La desconfiada ama de llaves la examinó alzando las cejas.
– No tardes, te necesito para preparar el jarabe de chocolate.
María simuló ir al cuartucho donde se hallaba el retrete, pero en realidad subió hasta el piso de arriba. Entró en la habitación adyacente al salón, la que el ama denominaba «el salón de las mujeres», decorada únicamente con cojines y alfombras en contraste con la sala de recepción principal o «salón de los hombres». Una gruesa cortina separaba los dos salones. De pie en la oscuridad, la adolescente se daba cuenta de que contenía la respiración desde que había entrado en la estancia. Espiró suavemente, avanzó unos pasos y se golpeó con la esquina de una mesa baja. Ahogó un gemido.
– Ahora tienes que responder sin…
No oyó la continuación. Con un brazo extendido y la palma de la mano tanteante, se acercó hacia donde creía que se hallaba la cortina.

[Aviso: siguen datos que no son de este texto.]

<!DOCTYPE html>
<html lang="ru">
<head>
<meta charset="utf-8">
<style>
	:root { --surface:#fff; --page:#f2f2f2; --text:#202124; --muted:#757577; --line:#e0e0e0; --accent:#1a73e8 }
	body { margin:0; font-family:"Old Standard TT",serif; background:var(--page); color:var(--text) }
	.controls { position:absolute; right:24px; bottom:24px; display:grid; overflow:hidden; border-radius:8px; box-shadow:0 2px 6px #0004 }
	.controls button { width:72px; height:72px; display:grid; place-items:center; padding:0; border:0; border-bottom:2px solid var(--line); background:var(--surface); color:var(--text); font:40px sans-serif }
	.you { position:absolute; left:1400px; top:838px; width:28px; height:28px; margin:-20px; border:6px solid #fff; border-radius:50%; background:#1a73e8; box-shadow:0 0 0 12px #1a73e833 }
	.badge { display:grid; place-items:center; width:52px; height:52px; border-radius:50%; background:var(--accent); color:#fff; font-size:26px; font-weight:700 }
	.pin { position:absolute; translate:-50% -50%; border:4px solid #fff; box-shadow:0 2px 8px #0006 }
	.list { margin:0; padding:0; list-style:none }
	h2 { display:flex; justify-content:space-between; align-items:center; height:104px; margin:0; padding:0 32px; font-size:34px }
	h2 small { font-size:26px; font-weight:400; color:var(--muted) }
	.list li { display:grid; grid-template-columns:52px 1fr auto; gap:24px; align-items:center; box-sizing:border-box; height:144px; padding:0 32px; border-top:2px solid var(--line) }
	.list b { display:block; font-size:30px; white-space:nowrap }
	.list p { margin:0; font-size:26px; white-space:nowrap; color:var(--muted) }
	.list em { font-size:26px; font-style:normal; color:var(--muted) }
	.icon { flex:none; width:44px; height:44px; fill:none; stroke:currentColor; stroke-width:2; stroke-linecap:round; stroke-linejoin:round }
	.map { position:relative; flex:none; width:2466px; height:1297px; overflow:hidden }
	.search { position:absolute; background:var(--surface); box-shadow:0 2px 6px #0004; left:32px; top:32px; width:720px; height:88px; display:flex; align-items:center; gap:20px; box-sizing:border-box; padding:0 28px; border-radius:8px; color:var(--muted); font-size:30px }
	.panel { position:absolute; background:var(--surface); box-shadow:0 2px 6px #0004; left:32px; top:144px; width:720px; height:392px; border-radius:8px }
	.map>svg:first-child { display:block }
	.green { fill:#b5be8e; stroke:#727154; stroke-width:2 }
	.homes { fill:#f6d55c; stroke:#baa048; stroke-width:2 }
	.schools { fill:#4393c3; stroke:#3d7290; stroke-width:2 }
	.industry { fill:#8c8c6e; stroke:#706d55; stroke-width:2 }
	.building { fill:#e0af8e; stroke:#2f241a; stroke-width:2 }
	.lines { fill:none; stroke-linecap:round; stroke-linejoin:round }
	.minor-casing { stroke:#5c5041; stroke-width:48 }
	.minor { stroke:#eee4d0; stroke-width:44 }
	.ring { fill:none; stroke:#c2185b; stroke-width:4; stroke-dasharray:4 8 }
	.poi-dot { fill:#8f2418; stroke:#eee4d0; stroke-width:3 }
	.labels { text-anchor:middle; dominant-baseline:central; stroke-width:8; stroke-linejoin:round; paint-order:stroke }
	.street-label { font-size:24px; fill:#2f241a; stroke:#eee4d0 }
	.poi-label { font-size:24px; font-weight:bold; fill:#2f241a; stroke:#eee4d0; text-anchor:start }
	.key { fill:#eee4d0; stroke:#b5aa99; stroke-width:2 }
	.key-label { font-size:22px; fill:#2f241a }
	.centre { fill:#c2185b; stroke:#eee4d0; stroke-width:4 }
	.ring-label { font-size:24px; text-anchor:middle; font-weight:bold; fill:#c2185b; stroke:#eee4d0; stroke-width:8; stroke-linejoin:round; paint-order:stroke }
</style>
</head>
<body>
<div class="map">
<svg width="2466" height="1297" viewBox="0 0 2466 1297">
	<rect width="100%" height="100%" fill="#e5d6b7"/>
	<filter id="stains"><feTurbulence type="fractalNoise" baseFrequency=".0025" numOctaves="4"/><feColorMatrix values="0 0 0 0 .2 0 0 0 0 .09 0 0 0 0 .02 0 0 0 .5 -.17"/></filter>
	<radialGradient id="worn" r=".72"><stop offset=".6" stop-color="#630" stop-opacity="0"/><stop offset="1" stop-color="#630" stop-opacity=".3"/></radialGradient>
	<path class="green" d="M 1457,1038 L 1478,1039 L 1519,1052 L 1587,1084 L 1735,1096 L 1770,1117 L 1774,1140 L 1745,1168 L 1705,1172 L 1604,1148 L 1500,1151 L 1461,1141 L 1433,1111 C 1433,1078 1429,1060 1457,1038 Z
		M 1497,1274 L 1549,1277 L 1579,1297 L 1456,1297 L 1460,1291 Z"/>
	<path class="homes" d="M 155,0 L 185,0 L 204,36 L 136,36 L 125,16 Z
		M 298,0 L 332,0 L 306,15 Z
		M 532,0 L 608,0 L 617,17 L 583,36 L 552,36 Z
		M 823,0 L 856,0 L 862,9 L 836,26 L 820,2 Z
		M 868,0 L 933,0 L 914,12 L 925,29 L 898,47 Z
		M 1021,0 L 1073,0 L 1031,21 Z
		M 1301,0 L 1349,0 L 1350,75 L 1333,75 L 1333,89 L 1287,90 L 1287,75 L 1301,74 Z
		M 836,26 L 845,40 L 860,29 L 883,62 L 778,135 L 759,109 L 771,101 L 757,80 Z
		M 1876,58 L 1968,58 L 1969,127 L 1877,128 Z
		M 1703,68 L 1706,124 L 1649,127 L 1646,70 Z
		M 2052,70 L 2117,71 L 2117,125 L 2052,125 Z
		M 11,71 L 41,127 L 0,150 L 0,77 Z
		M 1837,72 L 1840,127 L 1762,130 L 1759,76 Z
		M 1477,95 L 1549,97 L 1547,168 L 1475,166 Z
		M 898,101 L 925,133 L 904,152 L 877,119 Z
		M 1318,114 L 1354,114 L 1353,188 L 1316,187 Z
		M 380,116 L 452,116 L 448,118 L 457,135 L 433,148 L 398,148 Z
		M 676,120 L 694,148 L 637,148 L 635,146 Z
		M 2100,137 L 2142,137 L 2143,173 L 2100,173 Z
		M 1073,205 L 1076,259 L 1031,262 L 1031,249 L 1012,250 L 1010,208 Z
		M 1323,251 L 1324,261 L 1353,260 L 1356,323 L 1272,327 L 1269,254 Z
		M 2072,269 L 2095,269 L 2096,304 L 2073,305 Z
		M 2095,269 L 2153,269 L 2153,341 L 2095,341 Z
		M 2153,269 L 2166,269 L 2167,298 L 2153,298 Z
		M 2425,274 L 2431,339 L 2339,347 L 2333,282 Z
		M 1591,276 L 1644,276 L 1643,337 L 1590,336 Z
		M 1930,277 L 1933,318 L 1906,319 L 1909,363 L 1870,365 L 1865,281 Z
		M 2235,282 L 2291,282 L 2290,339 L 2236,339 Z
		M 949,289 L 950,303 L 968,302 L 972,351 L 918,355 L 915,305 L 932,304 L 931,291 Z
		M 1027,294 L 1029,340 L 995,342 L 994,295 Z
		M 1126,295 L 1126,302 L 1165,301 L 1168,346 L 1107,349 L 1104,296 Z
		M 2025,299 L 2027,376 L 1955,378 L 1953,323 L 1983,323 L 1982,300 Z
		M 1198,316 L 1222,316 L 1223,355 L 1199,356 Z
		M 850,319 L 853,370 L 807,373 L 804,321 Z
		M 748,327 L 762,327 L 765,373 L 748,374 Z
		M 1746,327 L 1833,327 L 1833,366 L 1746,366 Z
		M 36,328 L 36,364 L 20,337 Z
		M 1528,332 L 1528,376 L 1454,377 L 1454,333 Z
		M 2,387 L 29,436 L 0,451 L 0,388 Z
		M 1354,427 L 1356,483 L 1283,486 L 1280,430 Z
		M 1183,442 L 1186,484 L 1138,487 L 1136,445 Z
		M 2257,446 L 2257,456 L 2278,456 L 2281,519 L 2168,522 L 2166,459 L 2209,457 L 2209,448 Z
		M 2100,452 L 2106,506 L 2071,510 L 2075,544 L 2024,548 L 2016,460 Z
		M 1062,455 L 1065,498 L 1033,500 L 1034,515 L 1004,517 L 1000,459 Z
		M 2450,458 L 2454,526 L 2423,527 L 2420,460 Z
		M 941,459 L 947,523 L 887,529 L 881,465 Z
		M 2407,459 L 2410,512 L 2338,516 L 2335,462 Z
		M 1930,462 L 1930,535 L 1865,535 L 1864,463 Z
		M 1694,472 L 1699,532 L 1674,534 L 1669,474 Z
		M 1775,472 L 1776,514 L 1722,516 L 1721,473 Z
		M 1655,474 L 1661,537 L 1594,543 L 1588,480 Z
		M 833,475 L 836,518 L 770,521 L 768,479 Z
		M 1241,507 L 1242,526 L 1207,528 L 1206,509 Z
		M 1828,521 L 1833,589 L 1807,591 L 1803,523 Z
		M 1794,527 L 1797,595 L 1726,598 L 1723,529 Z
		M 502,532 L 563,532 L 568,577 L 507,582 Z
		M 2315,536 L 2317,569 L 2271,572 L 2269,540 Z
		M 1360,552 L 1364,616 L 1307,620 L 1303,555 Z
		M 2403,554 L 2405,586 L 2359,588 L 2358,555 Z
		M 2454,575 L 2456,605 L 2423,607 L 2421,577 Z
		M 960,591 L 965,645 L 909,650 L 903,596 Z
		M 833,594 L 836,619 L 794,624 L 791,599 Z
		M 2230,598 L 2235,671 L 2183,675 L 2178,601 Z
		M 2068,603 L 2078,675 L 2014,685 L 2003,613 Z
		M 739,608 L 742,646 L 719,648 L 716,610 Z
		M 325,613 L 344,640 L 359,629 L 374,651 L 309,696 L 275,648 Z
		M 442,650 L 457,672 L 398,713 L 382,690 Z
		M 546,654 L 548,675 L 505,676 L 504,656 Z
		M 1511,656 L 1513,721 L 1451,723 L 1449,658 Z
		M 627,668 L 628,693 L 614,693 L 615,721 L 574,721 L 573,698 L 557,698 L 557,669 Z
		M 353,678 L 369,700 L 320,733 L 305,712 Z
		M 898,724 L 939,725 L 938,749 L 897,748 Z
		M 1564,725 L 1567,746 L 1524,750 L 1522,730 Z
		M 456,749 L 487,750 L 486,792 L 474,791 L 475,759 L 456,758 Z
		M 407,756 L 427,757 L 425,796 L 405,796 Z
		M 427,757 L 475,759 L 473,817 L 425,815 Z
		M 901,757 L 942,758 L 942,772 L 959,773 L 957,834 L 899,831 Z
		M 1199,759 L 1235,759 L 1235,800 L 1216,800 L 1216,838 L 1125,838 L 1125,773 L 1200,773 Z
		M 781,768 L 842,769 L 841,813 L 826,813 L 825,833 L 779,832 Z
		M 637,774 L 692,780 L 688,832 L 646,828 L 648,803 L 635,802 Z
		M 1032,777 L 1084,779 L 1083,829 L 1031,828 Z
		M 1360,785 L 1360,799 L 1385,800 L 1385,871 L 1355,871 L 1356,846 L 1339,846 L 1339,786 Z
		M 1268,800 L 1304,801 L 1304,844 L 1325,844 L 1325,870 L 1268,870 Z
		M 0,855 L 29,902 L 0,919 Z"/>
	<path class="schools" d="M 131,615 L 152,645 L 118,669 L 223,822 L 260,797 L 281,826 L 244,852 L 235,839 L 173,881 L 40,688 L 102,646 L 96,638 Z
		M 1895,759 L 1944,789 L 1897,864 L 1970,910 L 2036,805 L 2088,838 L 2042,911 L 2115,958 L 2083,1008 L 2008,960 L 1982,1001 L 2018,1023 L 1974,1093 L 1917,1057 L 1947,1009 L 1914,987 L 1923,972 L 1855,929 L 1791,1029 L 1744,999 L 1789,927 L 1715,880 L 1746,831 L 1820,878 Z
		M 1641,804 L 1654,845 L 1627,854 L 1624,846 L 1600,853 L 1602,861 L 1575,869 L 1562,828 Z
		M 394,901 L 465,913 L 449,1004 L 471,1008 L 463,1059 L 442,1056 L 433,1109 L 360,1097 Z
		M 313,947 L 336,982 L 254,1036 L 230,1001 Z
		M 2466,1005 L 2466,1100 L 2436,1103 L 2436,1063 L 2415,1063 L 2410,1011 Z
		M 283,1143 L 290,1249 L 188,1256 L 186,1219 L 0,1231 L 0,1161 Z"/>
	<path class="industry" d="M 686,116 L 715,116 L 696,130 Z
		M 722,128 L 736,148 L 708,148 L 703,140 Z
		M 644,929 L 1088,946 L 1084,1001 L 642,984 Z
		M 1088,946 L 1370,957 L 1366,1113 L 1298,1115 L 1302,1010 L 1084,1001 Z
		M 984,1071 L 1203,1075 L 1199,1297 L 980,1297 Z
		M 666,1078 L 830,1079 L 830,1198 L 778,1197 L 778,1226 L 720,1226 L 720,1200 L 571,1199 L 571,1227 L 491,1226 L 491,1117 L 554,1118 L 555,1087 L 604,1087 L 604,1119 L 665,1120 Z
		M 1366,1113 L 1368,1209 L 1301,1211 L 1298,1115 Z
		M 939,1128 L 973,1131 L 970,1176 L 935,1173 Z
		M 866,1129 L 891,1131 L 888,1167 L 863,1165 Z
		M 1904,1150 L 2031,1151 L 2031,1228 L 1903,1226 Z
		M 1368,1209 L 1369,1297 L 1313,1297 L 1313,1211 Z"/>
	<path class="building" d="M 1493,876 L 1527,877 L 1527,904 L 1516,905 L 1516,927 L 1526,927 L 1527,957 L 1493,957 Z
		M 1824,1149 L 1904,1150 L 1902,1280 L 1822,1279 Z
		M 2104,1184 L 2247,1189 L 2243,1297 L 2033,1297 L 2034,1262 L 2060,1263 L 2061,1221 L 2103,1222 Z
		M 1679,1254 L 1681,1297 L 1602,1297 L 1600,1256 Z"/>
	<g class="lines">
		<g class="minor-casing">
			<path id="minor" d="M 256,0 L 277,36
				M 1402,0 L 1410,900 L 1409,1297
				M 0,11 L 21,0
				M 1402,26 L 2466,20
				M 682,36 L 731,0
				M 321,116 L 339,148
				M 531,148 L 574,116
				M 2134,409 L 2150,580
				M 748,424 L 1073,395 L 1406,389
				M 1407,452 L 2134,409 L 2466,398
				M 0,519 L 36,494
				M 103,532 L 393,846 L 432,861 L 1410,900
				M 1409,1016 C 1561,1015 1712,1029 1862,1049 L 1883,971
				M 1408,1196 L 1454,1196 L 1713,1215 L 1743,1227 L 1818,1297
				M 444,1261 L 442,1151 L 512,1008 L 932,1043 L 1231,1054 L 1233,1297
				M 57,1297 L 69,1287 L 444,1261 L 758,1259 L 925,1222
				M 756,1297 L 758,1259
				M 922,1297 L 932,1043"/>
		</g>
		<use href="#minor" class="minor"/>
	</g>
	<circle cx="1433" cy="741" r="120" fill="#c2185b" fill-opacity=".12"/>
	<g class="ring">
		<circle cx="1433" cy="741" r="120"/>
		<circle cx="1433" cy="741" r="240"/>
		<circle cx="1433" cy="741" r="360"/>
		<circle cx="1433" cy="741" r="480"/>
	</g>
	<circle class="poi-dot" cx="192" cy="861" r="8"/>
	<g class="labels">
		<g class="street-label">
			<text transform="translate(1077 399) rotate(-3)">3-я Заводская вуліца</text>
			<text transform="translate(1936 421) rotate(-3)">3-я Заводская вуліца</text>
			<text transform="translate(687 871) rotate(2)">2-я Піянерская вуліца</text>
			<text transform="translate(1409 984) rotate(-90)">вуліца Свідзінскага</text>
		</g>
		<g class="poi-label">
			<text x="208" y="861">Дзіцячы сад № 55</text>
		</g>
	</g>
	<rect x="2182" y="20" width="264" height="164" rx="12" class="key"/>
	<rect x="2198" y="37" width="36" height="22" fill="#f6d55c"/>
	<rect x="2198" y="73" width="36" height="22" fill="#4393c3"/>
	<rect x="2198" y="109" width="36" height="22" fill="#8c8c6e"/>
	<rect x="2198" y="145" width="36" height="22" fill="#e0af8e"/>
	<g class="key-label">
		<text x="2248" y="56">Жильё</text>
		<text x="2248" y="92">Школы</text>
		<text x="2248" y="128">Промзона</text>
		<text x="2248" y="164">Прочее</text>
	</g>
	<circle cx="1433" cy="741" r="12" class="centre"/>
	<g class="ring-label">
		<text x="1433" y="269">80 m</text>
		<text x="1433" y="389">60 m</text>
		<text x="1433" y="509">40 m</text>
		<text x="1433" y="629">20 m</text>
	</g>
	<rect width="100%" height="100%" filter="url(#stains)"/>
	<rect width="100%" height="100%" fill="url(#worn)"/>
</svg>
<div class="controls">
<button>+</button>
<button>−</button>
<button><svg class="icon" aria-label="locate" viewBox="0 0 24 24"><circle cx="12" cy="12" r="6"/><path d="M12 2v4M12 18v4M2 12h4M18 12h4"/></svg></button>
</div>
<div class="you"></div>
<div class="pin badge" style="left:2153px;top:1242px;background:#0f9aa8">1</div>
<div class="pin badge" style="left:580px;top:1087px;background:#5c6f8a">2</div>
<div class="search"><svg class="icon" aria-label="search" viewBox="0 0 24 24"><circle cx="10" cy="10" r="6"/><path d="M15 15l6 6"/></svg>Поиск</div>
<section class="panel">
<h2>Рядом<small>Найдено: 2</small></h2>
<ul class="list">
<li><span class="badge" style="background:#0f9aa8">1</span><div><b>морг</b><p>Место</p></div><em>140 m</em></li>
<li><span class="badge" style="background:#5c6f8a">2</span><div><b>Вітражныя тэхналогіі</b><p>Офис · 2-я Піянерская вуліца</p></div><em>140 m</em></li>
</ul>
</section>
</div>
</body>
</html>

– No tienes que sentir vergüenza de abrir tu alma a un sacerdote, hijo -proseguía la voz dulce-. Dime, que Dios nos perdona y benditos sean los días pretéritos: cuando… cuando tienes una polución o cuando te tocas… No, no lo niegues, ¡todos los niños de tu edad lo hacen! Hay… ¿algo? ¿Sale algo? Vamos a ser más precisos: ¿pierdes sustancia seminal? Sobre todo, no mientas…
María abrió los ojos en la oscuridad. No podía creer lo que estaba oyendo. ¿Cómo se atrevía ese párroco a faltar a la decencia más elemental formulando preguntas tan impúdicas en público, sobre todo delante del padre de Lorenzo? Y ¿por qué permitía él semejante vileza?
Le llegó un vivo intercambio de murmullos en lengua extranjera, seguido de un «responde con franqueza, hijo» más brusco.
– … nada…
– Tus palabras se pierden entre la lengua y los dientes. ¡Clama lo que tengas que decir en voz alta, en nombre del Señor, para que nadie pretenda en el futuro haberte oído mal!
Otra voz intervino; solo podía ser la de su padre, ronca y desagradablemente persuasiva.
– Lorenzo, no te avergüences de hablar en mi presencia. Todos somos hombres. ¿Quién de nosotros no ha pecado? Pero la misericordia de Nuestro Señor no tiene fin. Y además, no tenemos que hacer perder el tiempo a estas respetables personas. Una ha venido a verte de muy lejos…
María sintió un violento acceso de odio hacia ese individuo que debería proteger a su hijo y que estaba convirtiéndose en un ojeador al servicio de los cazadores.
– … tienes que saber lo que quieres. Si no respondes, agradeceremos a don Miguel su hospitalidad, saldremos sin más dilación y todo se acabará ahí. Nadie desea forzarte, pero no irás a Italia.
El muchacho se aclaró la garganta.
– Nada… Nada… No sale nada.
La adolescente, con los puños apretados, quiso protestar: «¡No les digas nada, memo! Eso no es asunto suyo…». Se mordisqueó los labios. Los dientes le castañeteaban tanto que pensó que podría oírse desde el otro lado de la cortina.
El cura volvió a la carga con su voz empalagosa y autoritaria.
– ¿Estás seguro? ¿Ni el más mínimo humor lechoso en estos últimos días? No nos mentirías con la esperanza de pasearte por Roma, ¿verdad, hijo? ¿Lo jurarías sobre las Santas Escrituras so pena de condenarte al infierno si no dices la verdad?